(Bloomberg) -- With sport utility vehicles taking over American roads, passenger cars are in rapid decline. Sales of sedans, coupes and sports cars are on pace for their worst year since 2009, the year when industrywide new-vehicle deliveries plunged to a three-decade low and GM and Chrysler went through bankruptcy.
U.S. passenger car sales fell to a low of 5.4 million in 2009 before bouncing back to 7.6 million by 2014, according to data from Erich Merkle, Ford Motor Co.’s U.S. sales analyst. Since then, though, deliveries have dropped back to 6.1 million in 2017 and are on pace this year to finish around 5.4 million again. SUVs first supplanted cars in 2016 and are on track to reach a record 8.3 million this year.

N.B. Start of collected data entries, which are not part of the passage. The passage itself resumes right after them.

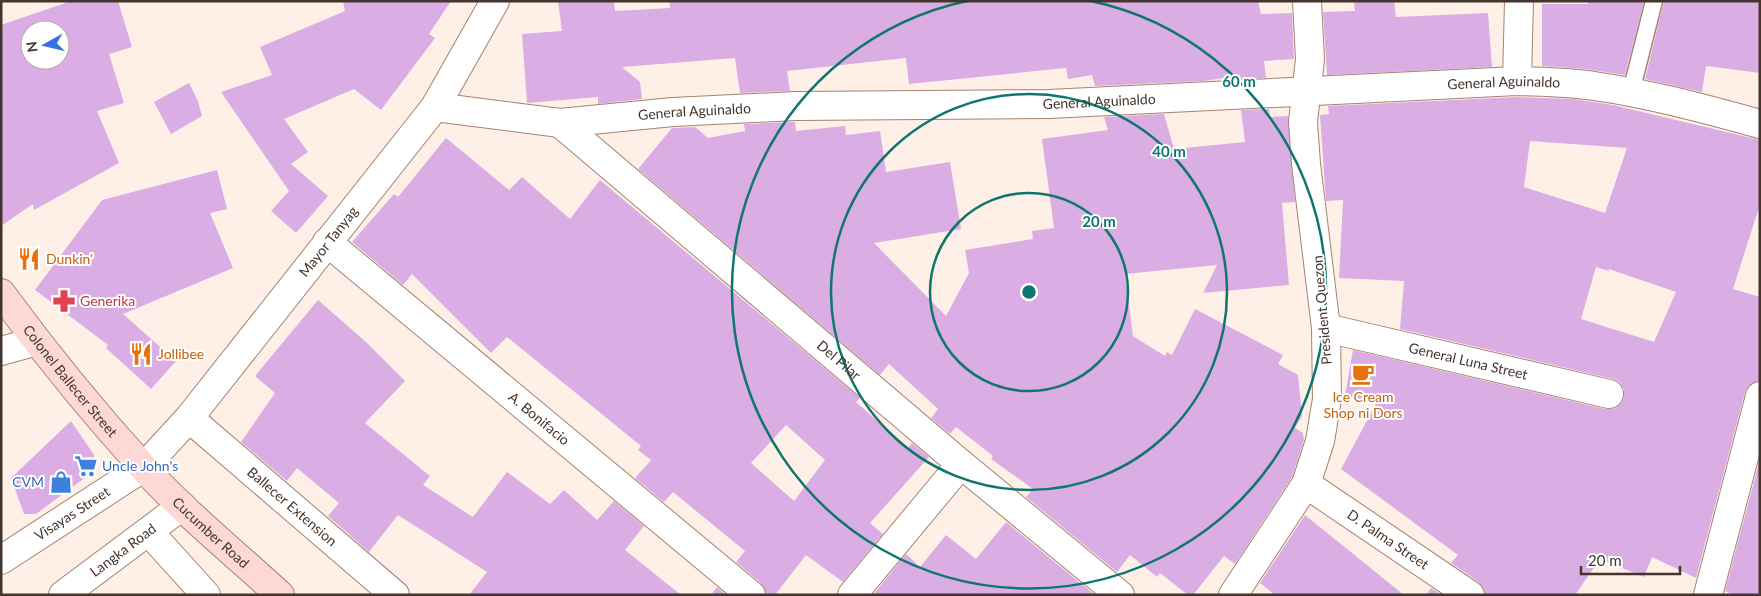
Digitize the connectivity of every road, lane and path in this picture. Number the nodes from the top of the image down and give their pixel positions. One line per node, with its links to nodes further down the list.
1 (495, 1): 8 (street, Mayor Tanyag)
2 (1307, 1): 6 (street, President Quezon)
3 (1519, 1): 5 (street)
4 (1654, 1): 7 (lane)
5 (1517, 81): 6 (street, General Aguinaldo); 7 (street, General Aguinaldo)
6 (1306, 91): 9 (street, General Aguinaldo); 13 (street, President Quezon)
7 (1631, 92): 10 (street, General Aguinaldo)
8 (435, 107): 9 (street, General Aguinaldo); 11 (street, Mayor Tanyag)
9 (560, 123): 19 (street, Del Pilar)
10 (1760, 124)
11 (327, 242): 18 (street, Mayor Tanyag); 29 (street, A. Bonifacio)
12 (1, 293): 14 (main road, Colonel Ballecer Street)
13 (1326, 328): 16 (street, General Luna Street); 21 (street, President Quezon)
14 (37, 341): 15 (street); 20 (main road, Colonel Ballecer Street)
15 (1, 351)
16 (1610, 394)
17 (1760, 396): 34 (street)
18 (189, 418): 20 (street, Mayor Tanyag); 28 (street, Ballecer Extension)
19 (961, 464): 30 (street); 31 (street, Del Pilar)
20 (144, 467): 22 (main road, Cucumber Road); 24 (street, Visayas Street)
21 (1306, 484): 32 (street, President Quezon); 33 (street, D. Palma Street)
22 (182, 506): 23 (street, Langka Road); 27 (main road, Cucumber Road)
23 (149, 532): 25 (street, Langka Road); 26 (street)
24 (1, 560)
25 (63, 595)
26 (206, 595)
27 (280, 595)
28 (395, 595)
29 (751, 595)
30 (852, 595)
31 (1120, 595)
32 (1233, 595)
33 (1470, 595)
34 (1708, 595)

Automakers are adjusting their lineups accordingly. Ford expects only about 10 percent of its North American vehicles will be cars by 2020. Merkle said he expects the sales trend to continue as long as baby boomers continue to prefer small SUVs over cars and as millennials move to the suburbs to start families.
“Those are the two biggest demographics shifting vehicle segment sales, and they both continue to prefer the larger cars as they age,” Merkle said. “Additionally, the issues that kept people from buying SUVs in the past have largely been removed. They have much better fuel economy, and they handle and ride better than they ever have.”